As you can imagine, the genetic sequencing gets the sequence of everything in the sample, which includes sequence from the person the sample was taken from. Nearly 20 years back, we worked out the human genetic sequence, so a computer can just identify and ignore that sequence and work with the rest. It takes random genetic sequence fragments and can rebuild the original sequence based on the way random pieces overlap, like putting together a jigsaw puzzle.

The result is that the computer spits out the full genetic sequence of everting in the sample that is not human. We now have very extensive databases of gene sequence from hundreds of thousands of things, and we can almost certainly find it or something related to it in the database. We can also get some understanding of its genes and how it functions. With the genetic sequence, we can produce genetic tests to detect it, and ways to quickly purify it from samples.

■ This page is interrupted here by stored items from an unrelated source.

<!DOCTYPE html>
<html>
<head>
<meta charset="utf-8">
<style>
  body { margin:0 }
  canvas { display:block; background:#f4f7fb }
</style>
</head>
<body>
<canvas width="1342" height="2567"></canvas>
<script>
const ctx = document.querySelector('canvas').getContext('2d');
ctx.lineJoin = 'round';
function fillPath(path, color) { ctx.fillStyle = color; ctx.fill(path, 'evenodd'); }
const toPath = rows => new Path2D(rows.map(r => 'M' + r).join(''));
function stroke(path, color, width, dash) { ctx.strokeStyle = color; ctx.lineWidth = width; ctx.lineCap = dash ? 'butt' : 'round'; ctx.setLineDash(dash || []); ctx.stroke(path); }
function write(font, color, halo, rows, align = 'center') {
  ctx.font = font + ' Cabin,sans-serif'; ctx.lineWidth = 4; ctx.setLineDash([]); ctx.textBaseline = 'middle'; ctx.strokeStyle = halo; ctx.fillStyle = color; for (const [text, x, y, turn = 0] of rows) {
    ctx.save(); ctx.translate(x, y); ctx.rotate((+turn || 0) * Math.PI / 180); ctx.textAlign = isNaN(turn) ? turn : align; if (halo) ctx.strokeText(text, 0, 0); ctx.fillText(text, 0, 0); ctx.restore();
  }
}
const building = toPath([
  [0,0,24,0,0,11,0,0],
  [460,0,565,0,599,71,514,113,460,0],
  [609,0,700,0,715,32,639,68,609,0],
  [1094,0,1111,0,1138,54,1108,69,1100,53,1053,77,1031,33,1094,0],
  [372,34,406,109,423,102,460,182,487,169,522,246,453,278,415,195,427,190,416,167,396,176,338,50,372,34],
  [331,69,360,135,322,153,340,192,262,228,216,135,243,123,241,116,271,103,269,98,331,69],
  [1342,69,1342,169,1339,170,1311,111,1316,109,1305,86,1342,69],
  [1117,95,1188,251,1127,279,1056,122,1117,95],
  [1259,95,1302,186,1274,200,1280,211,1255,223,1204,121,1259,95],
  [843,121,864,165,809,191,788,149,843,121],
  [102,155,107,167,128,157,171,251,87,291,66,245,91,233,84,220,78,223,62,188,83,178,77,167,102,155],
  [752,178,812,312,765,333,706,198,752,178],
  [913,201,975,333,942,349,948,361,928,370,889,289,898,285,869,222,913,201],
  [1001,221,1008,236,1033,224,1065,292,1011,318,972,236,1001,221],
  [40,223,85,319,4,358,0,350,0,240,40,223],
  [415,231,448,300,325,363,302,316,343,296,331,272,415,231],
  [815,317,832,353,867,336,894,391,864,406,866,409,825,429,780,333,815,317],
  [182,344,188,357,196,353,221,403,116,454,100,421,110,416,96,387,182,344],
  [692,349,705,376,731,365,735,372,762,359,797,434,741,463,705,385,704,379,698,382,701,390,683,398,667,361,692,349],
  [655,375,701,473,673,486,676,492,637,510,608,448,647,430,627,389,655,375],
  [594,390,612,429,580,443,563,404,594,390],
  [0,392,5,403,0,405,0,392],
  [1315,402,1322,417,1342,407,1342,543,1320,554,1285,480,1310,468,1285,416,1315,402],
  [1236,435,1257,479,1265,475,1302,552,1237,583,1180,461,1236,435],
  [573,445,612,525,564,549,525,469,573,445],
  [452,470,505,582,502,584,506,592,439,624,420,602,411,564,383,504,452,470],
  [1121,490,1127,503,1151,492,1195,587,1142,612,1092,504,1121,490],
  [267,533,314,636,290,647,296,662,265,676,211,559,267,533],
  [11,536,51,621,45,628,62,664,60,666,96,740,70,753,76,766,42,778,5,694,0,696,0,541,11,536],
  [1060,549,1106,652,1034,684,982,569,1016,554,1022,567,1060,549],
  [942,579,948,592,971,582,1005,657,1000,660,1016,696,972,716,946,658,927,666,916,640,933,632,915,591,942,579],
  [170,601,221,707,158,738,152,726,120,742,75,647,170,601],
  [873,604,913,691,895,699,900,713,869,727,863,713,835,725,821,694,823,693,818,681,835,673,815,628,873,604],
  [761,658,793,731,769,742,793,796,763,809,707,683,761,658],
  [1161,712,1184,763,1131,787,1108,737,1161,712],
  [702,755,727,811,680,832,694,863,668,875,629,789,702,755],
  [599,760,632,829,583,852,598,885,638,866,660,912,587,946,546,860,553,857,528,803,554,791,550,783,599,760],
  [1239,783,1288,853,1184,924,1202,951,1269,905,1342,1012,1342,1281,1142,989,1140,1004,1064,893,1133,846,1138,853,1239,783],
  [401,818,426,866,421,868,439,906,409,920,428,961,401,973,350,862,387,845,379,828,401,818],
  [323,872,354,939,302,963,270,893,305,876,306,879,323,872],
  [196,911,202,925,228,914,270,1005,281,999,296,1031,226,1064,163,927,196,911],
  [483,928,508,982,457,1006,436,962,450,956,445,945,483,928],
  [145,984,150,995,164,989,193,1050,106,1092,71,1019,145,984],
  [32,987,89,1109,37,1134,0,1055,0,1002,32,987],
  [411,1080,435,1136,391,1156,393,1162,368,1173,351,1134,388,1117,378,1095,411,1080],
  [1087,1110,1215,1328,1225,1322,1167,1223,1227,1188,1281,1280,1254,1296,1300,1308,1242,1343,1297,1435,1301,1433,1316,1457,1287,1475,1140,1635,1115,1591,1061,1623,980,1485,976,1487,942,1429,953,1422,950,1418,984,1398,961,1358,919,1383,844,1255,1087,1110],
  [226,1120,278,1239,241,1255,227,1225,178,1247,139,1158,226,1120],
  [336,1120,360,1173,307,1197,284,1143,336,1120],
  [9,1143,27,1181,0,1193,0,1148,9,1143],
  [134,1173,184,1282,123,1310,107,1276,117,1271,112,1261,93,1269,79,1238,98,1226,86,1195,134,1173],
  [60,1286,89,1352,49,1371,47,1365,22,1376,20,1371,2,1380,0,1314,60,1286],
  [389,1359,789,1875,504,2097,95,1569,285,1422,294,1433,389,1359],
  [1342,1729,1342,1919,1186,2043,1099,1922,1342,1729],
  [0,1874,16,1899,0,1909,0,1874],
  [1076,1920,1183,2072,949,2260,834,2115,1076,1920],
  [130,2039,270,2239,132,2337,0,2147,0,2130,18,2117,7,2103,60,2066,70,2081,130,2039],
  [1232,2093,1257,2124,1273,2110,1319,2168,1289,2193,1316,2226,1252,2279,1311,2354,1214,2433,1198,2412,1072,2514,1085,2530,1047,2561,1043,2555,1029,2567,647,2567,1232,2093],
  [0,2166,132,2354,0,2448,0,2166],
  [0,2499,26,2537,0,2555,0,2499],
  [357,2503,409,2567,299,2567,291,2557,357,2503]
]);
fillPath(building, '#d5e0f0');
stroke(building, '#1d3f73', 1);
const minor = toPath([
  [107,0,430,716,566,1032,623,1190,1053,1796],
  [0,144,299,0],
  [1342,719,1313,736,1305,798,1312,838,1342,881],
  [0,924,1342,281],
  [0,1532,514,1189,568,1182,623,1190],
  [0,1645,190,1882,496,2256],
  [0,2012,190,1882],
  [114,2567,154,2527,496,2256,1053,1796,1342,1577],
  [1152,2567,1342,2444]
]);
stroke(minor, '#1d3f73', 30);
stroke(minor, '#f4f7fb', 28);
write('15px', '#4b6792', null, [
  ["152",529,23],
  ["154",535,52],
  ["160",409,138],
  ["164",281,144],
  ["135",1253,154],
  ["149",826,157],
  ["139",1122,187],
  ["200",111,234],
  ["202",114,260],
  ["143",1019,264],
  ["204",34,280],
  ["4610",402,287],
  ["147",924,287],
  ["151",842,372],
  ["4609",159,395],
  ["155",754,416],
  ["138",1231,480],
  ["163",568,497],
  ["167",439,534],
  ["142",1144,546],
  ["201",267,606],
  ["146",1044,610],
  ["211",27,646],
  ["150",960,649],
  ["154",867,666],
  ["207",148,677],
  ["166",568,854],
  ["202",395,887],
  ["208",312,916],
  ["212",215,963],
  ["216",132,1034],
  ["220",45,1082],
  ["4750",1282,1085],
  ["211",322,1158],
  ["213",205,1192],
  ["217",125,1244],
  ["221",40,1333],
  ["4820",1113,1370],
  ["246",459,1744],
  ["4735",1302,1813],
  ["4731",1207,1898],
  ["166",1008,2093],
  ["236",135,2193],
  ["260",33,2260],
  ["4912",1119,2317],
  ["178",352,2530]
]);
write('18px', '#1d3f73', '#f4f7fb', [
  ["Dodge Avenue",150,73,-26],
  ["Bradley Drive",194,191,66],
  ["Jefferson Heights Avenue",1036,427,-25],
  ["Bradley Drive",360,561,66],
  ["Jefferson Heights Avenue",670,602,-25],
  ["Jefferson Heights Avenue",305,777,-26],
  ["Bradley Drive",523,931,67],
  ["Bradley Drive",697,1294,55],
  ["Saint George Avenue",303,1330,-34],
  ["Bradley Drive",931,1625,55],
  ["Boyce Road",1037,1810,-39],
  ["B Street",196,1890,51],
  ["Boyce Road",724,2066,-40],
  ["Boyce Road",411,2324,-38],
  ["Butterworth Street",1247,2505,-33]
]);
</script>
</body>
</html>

COVID-19 was identified using this genetic tools: we took fluid from a patient’s lung and used a kit (a lab can order online) to separate out the genetic material. A machine called a “next generation sequencer” used some crazy elegant chemistry and electronics to get the sequence of billions of ti y bots of genetic material. Software tossed out the bits that were fuzzy and uncertain, then it tossed out bits that were definitely from a human, then it lined up all the other bits that overlapped one another to reconstruct the full genetic sequence of the virus. Then, we used a different computer program to figure out if this sequence matched something we’ve seen before, and we found “yes, the individual genes and their arrangement is very typical of betacononaviruses, and this one is particularly similar to one that caused a disease called SARS in 2004”. With that information, genetic tests to detect it were trivial to make, and we had a jump start on making vaccines and drugs to treat it. The most important part, though, is that we didn’t need to have any idea what we were looking for to start; we didn’t have to figure out how to grow or purify it; we simply used molecular biology and computers to figure it out.

Medical laboratory scientist here the doctors have to place specific orders for the test they need done I.E “covid, stool panel, respiratory culture”. Here in the micro lab we don’t except any order that reqest “test for everything” I think a lot of that is Medicare related, but it helps us to. In the case of bacterial culture we may or may not know what is in it based of site, stain, and experience. Also Doctors have years of education and training to narrow down their diagnosis to a few things that can be tested for. I hope that answers your question.

The easiest to understand way is they promote its growth then look under a microscope. Most of the different types of bacteria look different under a microscope after you stain the samples. Viruses are harder and you need to know what you are looking for then they test for bits of the viral DNA or proteins that are specific to that type of virus.